## [WHAT YOU SHOULD DO]
With pictures left out, set down every record word for word.

Stored items
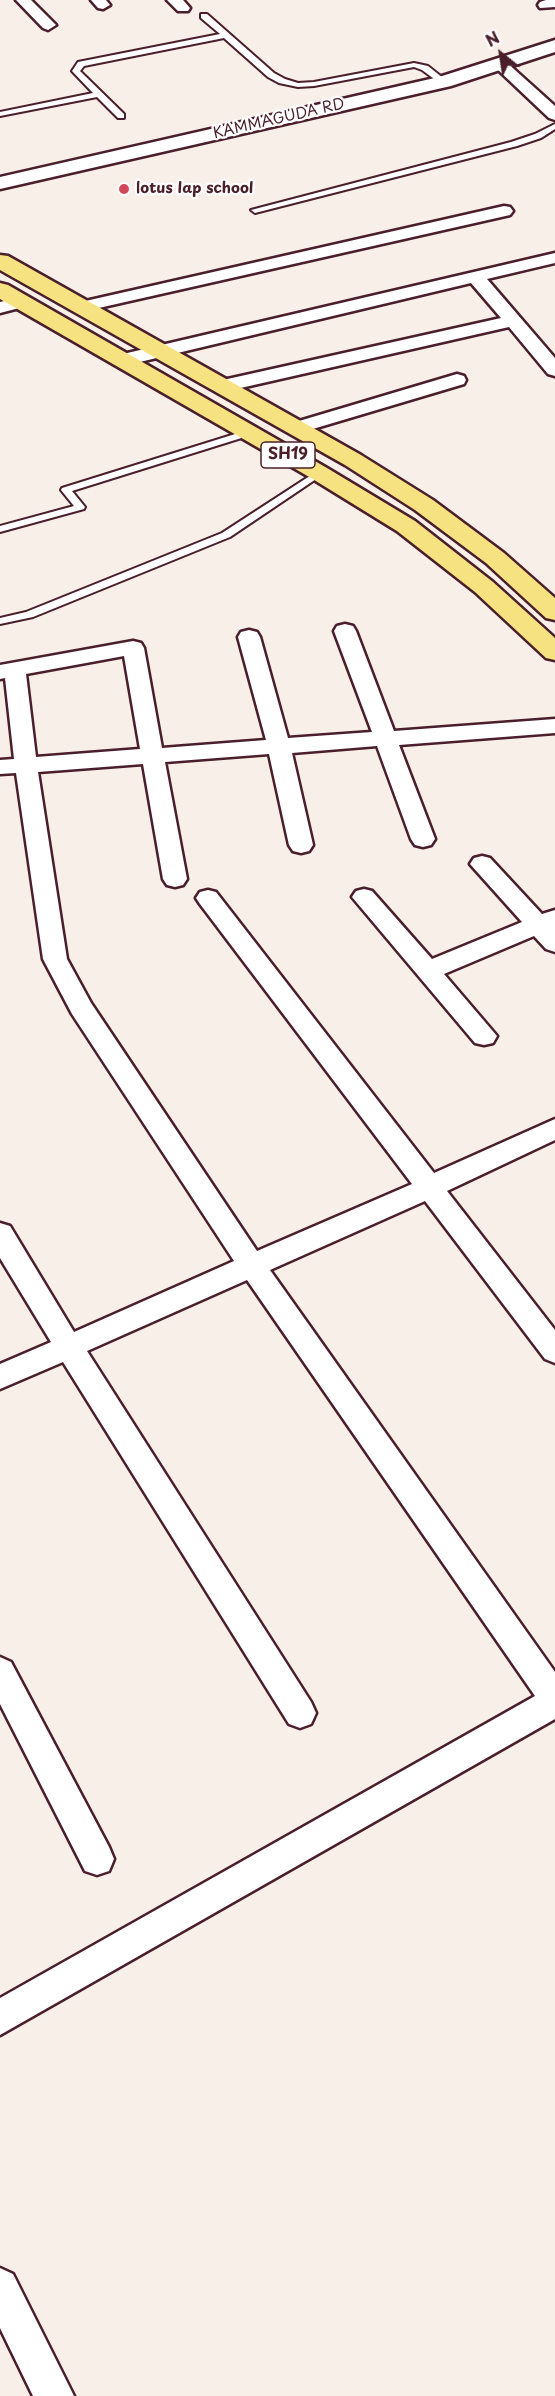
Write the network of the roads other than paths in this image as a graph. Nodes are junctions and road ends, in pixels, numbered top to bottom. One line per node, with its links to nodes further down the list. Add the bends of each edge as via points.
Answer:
1 (23, 0): 3 (street)
2 (204, 16): 4 (lane)
3 (48, 25)
4 (225, 35): 7 (lane, via 271,75 298,85 414,65); 8 (lane, via 81,64 76,70)
5 (555, 46): 6 (street, KAMMAGUDA RD)
6 (500, 64): 7 (street, KAMMAGUDA RD); 10 (street)
7 (444, 82): 13 (street, KAMMAGUDA RD)
8 (99, 94): 9 (lane); 11 (lane)
9 (0, 114)
10 (555, 115)
11 (121, 116)
12 (555, 126): 14 (lane, via 514,144)
13 (0, 183)
14 (255, 210)
15 (504, 212): 21 (street)
16 (555, 258): 18 (street)
17 (0, 261): 21 (main road, SH19)
18 (475, 277): 22 (street); 23 (street)
19 (0, 290): 20 (main road, SH19)
20 (11, 305): 24 (main road, SH19)
21 (81, 307): 23 (main road, SH19)
22 (513, 321): 25 (street); 27 (street)
23 (156, 351): 24 (street); 27 (main road, SH19)
24 (123, 360): 29 (main road, SH19)
25 (555, 370)
26 (457, 380): 28 (street)
27 (223, 386): 28 (main road, SH19)
28 (296, 428): 32 (main road, SH19, via 424,505)
29 (248, 433): 30 (main road, SH19); 31 (lane, via 66,490 80,507)
30 (319, 473): 33 (lane, via 226,535 29,615); 36 (main road, SH19, via 406,526 484,587)
31 (0, 529)
32 (553, 607)
33 (0, 621)
34 (345, 631): 39 (street)
35 (249, 637): 40 (street)
36 (555, 652)
37 (8, 670): 41 (street, via 133,648); 42 (street)
38 (555, 726): 39 (street)
39 (386, 739): 40 (street); 43 (street)
40 (279, 747): 41 (street); 44 (street)
41 (153, 756): 42 (street); 46 (street)
42 (13, 766): 56 (street, via 55,959 81,1008)
43 (423, 839)
44 (301, 845)
45 (482, 864): 49 (street)
46 (175, 879)
47 (364, 897): 51 (street)
48 (208, 898): 54 (street)
49 (546, 921): 50 (street); 51 (street)
50 (555, 943)
51 (430, 970): 52 (street)
52 (484, 1036)
53 (555, 1129): 54 (street)
54 (430, 1187): 56 (street); 58 (street)
55 (0, 1234): 57 (street)
56 (252, 1266): 57 (street); 61 (street)
57 (68, 1346): 59 (street); 62 (street)
58 (555, 1351)
59 (0, 1377)
60 (0, 1672): 63 (street)
61 (555, 1700): 64 (street)
62 (300, 1713)
63 (97, 1859)
64 (0, 2017)
65 (0, 2287): 66 (street)
66 (54, 2396)

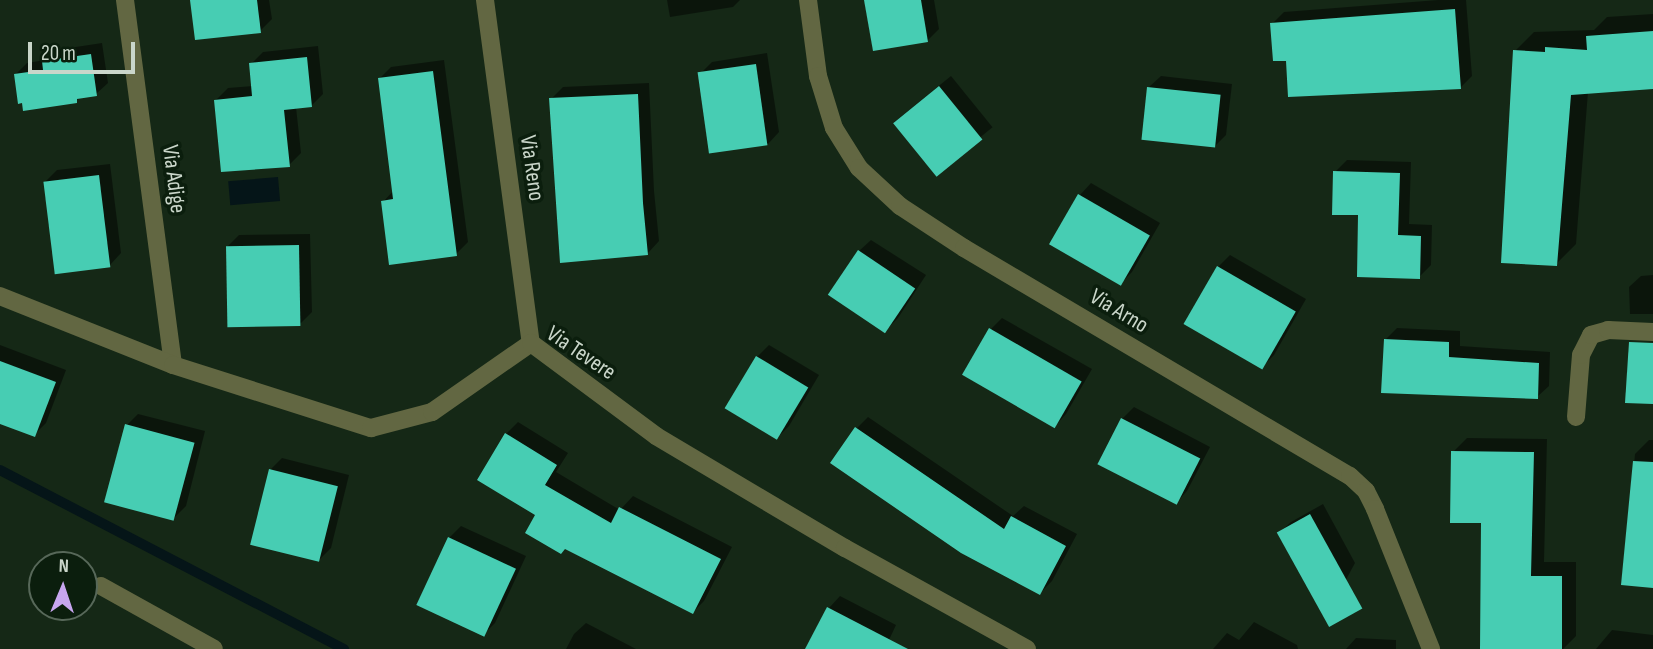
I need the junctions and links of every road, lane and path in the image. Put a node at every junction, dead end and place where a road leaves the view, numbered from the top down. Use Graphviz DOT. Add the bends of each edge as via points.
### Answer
graph roads {
  1 [pos="125,0"];
  2 [pos="485,0"];
  3 [pos="808,0"];
  4 [pos="0,296"];
  5 [pos="1653,332"];
  6 [pos="531,344"];
  7 [pos="173,365"];
  8 [pos="1576,417"];
  9 [pos="101,586"];
  10 [pos="214,649"];
  11 [pos="1027,649"];
  12 [pos="1431,649"];
  1 -- 7 [label="street, Via Adige"];
  2 -- 6 [label="street, Via Reno"];
  3 -- 12 [label="street, Via Arno" via="818,76 834,128 859,168 900,206 964,248 1350,476 1366,491 1375,509"];
  4 -- 7 [label="street, Via Tevere"];
  5 -- 8 [label="street" via="1608,330 1591,335 1581,355"];
  6 -- 7 [label="street, Via Tevere" via="432,411 371,428"];
  6 -- 11 [label="street, Via Tevere" via="656,436"];
  9 -- 10 [label="street"];
}
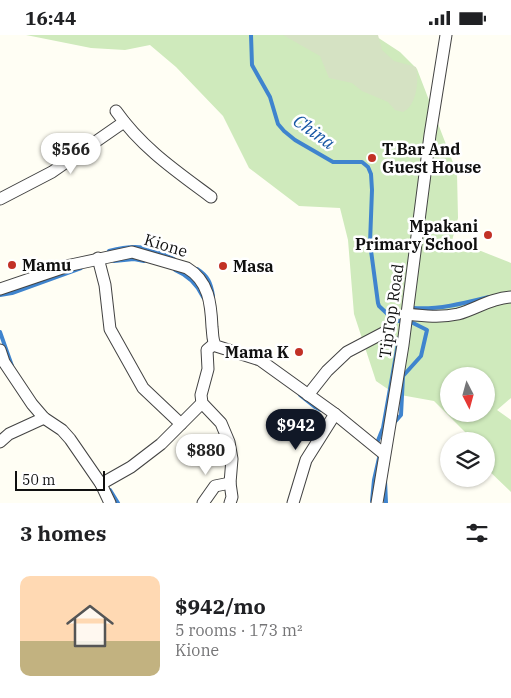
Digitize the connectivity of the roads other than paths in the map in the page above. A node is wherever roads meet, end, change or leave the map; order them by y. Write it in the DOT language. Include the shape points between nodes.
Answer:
graph roads {
  1 [pos="446,35"];
  2 [pos="116,111"];
  3 [pos="124,122"];
  4 [pos="211,197"];
  5 [pos="0,199"];
  6 [pos="98,259"];
  7 [pos="0,289"];
  8 [pos="511,297"];
  9 [pos="407,314"];
  10 [pos="387,331"];
  11 [pos="214,344"];
  12 [pos="0,350"];
  13 [pos="308,395"];
  14 [pos="202,403"];
  15 [pos="334,414"];
  16 [pos="44,417"];
  17 [pos="181,424"];
  18 [pos="0,442"];
  19 [pos="384,454"];
  20 [pos="230,483"];
  21 [pos="102,484"];
  22 [pos="110,503"];
  23 [pos="204,503"];
  24 [pos="230,503"];
  25 [pos="293,503"];
  26 [pos="377,503"];
  1 -- 9 [label="street, TipTop Road"];
  2 -- 3 [label="street"];
  3 -- 4 [label="street" via="171,169"];
  3 -- 5 [label="street" via="52,172"];
  6 -- 7 [label="street, Kione"];
  6 -- 11 [label="street, Kione" via="132,251 195,272 208,293"];
  6 -- 17 [label="street" via="105,285 110,329 143,389"];
  8 -- 9 [label="street" via="480,304 458,314 429,317"];
  9 -- 19 [label="street, TipTop Road"];
  10 -- 13 [label="street" via="347,352"];
  11 -- 13 [label="street" via="260,360"];
  11 -- 14 [label="street" via="208,350"];
  12 -- 16 [label="street" via="11,373"];
  13 -- 15 [label="street"];
  14 -- 17 [label="street"];
  14 -- 20 [label="street" via="221,423 229,442 232,459"];
  15 -- 19 [label="street"];
  15 -- 25 [label="street" via="306,460"];
  16 -- 18 [label="street" via="9,434"];
  16 -- 21 [label="street" via="70,439"];
  17 -- 21 [label="street" via="131,467"];
  19 -- 26 [label="street, TipTop Road"];
  20 -- 23 [label="street" via="215,486"];
  20 -- 24 [label="street"];
  21 -- 22 [label="street"];
}
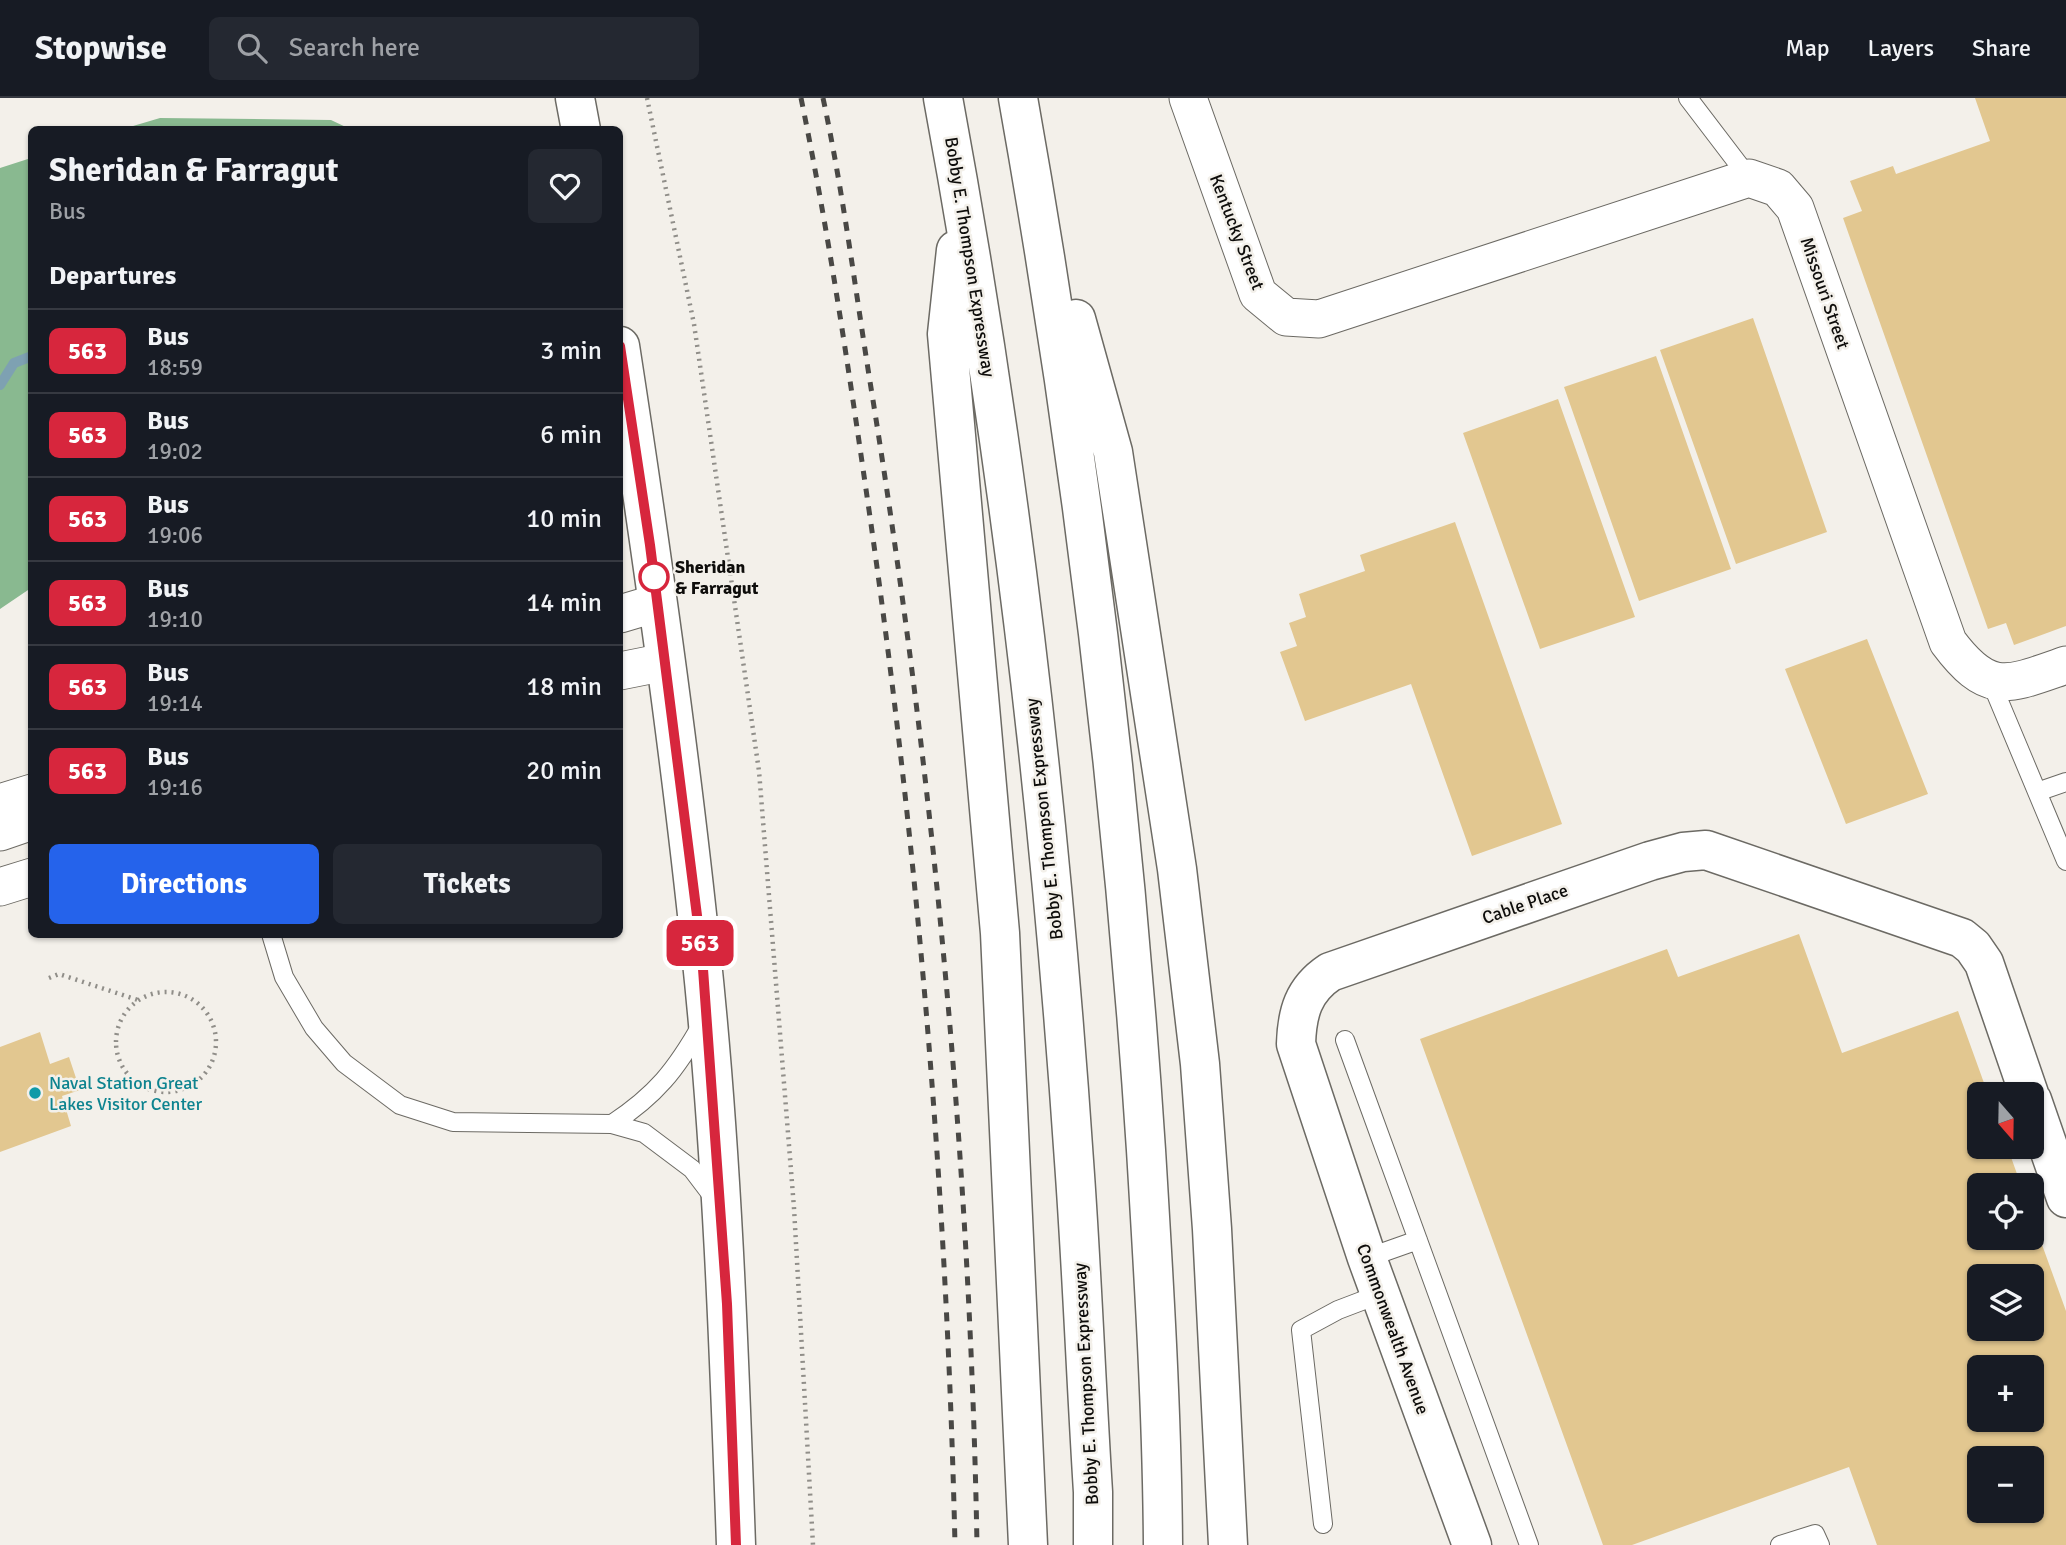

## [OUTPUT FOR THIS TASK]
Write the network of the roads other than paths in this image as a graph. Nodes are junctions and road ends, in pixels, numbered top to bottom. One line per node, with its links to nodes further down the list. Add the bends of each edge as via points.
Answer:
1 (23, 0): 3 (street)
2 (204, 16): 4 (lane)
3 (48, 25)
4 (225, 35): 7 (lane, via 271,75 298,85 414,65); 8 (lane, via 81,64 76,70)
5 (555, 46): 6 (street, KAMMAGUDA RD)
6 (500, 64): 7 (street, KAMMAGUDA RD); 10 (street)
7 (444, 82): 13 (street, KAMMAGUDA RD)
8 (99, 94): 9 (lane); 11 (lane)
9 (0, 114)
10 (555, 115)
11 (121, 116)
12 (555, 126): 14 (lane, via 514,144)
13 (0, 183)
14 (255, 210)
15 (504, 212): 21 (street)
16 (555, 258): 18 (street)
17 (0, 261): 21 (main road, SH19)
18 (475, 277): 22 (street); 23 (street)
19 (0, 290): 20 (main road, SH19)
20 (11, 305): 24 (main road, SH19)
21 (81, 307): 23 (main road, SH19)
22 (513, 321): 25 (street); 27 (street)
23 (156, 351): 24 (street); 27 (main road, SH19)
24 (123, 360): 29 (main road, SH19)
25 (555, 370)
26 (457, 380): 28 (street)
27 (223, 386): 28 (main road, SH19)
28 (296, 428): 32 (main road, SH19, via 424,505)
29 (248, 433): 30 (main road, SH19); 31 (lane, via 66,490 80,507)
30 (319, 473): 33 (lane, via 226,535 29,615); 36 (main road, SH19, via 406,526 484,587)
31 (0, 529)
32 (553, 607)
33 (0, 621)
34 (345, 631): 39 (street)
35 (249, 637): 40 (street)
36 (555, 652)
37 (8, 670): 41 (street, via 133,648); 42 (street)
38 (555, 726): 39 (street)
39 (386, 739): 40 (street); 43 (street)
40 (279, 747): 41 (street); 44 (street)
41 (153, 756): 42 (street); 46 (street)
42 (13, 766): 56 (street, via 55,959 81,1008)
43 (423, 839)
44 (301, 845)
45 (482, 864): 49 (street)
46 (175, 879)
47 (364, 897): 51 (street)
48 (208, 898): 54 (street)
49 (546, 921): 50 (street); 51 (street)
50 (555, 943)
51 (430, 970): 52 (street)
52 (484, 1036)
53 (555, 1129): 54 (street)
54 (430, 1187): 56 (street); 58 (street)
55 (0, 1234): 57 (street)
56 (252, 1266): 57 (street); 61 (street)
57 (68, 1346): 59 (street); 62 (street)
58 (555, 1351)
59 (0, 1377)
60 (0, 1672): 63 (street)
61 (555, 1700): 64 (street)
62 (300, 1713)
63 (97, 1859)
64 (0, 2017)
65 (0, 2287): 66 (street)
66 (54, 2396)

I need the junctions and links of every road, lane and path in the image. Put a node at every junction, dead end and place where a road leaves the view, numbered from the top down. Use Graphviz DOT. Add the bends of each edge as via points.
### Answer
graph roads {
  1 [pos="125,0"];
  2 [pos="485,0"];
  3 [pos="808,0"];
  4 [pos="0,296"];
  5 [pos="1653,332"];
  6 [pos="531,344"];
  7 [pos="173,365"];
  8 [pos="1576,417"];
  9 [pos="101,586"];
  10 [pos="214,649"];
  11 [pos="1027,649"];
  12 [pos="1431,649"];
  1 -- 7 [label="street, Via Adige"];
  2 -- 6 [label="street, Via Reno"];
  3 -- 12 [label="street, Via Arno" via="818,76 834,128 859,168 900,206 964,248 1350,476 1366,491 1375,509"];
  4 -- 7 [label="street, Via Tevere"];
  5 -- 8 [label="street" via="1608,330 1591,335 1581,355"];
  6 -- 7 [label="street, Via Tevere" via="432,411 371,428"];
  6 -- 11 [label="street, Via Tevere" via="656,436"];
  9 -- 10 [label="street"];
}
Digitize the connectivity of the roads other than paths in the map in the page above. A node is wherever roads meet, end, change or leave the map; order them by y. Write it in the DOT language. Include the shape points between nodes.
Answer:
graph roads {
  1 [pos="446,35"];
  2 [pos="116,111"];
  3 [pos="124,122"];
  4 [pos="211,197"];
  5 [pos="0,199"];
  6 [pos="98,259"];
  7 [pos="0,289"];
  8 [pos="511,297"];
  9 [pos="407,314"];
  10 [pos="387,331"];
  11 [pos="214,344"];
  12 [pos="0,350"];
  13 [pos="308,395"];
  14 [pos="202,403"];
  15 [pos="334,414"];
  16 [pos="44,417"];
  17 [pos="181,424"];
  18 [pos="0,442"];
  19 [pos="384,454"];
  20 [pos="230,483"];
  21 [pos="102,484"];
  22 [pos="110,503"];
  23 [pos="204,503"];
  24 [pos="230,503"];
  25 [pos="293,503"];
  26 [pos="377,503"];
  1 -- 9 [label="street, TipTop Road"];
  2 -- 3 [label="street"];
  3 -- 4 [label="street" via="171,169"];
  3 -- 5 [label="street" via="52,172"];
  6 -- 7 [label="street, Kione"];
  6 -- 11 [label="street, Kione" via="132,251 195,272 208,293"];
  6 -- 17 [label="street" via="105,285 110,329 143,389"];
  8 -- 9 [label="street" via="480,304 458,314 429,317"];
  9 -- 19 [label="street, TipTop Road"];
  10 -- 13 [label="street" via="347,352"];
  11 -- 13 [label="street" via="260,360"];
  11 -- 14 [label="street" via="208,350"];
  12 -- 16 [label="street" via="11,373"];
  13 -- 15 [label="street"];
  14 -- 17 [label="street"];
  14 -- 20 [label="street" via="221,423 229,442 232,459"];
  15 -- 19 [label="street"];
  15 -- 25 [label="street" via="306,460"];
  16 -- 18 [label="street" via="9,434"];
  16 -- 21 [label="street" via="70,439"];
  17 -- 21 [label="street" via="131,467"];
  19 -- 26 [label="street, TipTop Road"];
  20 -- 23 [label="street" via="215,486"];
  20 -- 24 [label="street"];
  21 -- 22 [label="street"];
}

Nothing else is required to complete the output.